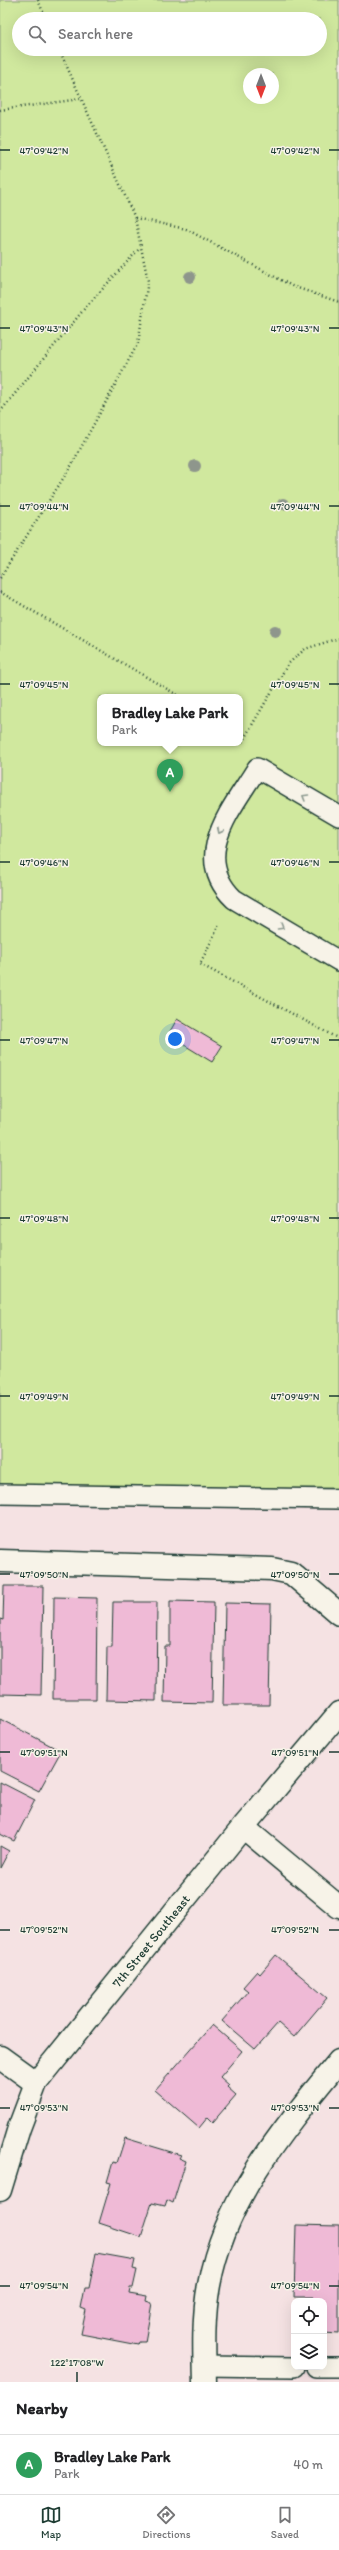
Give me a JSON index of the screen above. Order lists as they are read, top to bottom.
{
  "streets": {
    "street": ["7th Street Southeast"]
  },
  "north": "bottom",
  "page": {
    "search": "Search here",
    "popup": ["Bradley Lake Park", "Park"],
    "pins": "A",
    "heading": "Nearby",
    "list": [
      {
        "mark": "A",
        "name": "Bradley Lake Park",
        "note": "Park",
        "value": "40 m"
      }
    ],
    "nav": ["Map", "Directions", "Saved"]
  },
  "coordinates": [
    "47°09'42\"N",
    "47°09'43\"N",
    "47°09'44\"N",
    "47°09'45\"N",
    "47°09'46\"N",
    "47°09'47\"N",
    "47°09'48\"N",
    "47°09'49\"N",
    "47°09'50\"N",
    "47°09'51\"N",
    "47°09'52\"N",
    "47°09'53\"N",
    "47°09'54\"N",
    "122°17'08\"W"
  ]
}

DIRECTIONS:
Copy out every line from the data above in which the word "Park" occurs.

ANSWER BOX:
    "popup": ["Bradley Lake Park", "Park"],
        "name": "Bradley Lake Park",
        "note": "Park",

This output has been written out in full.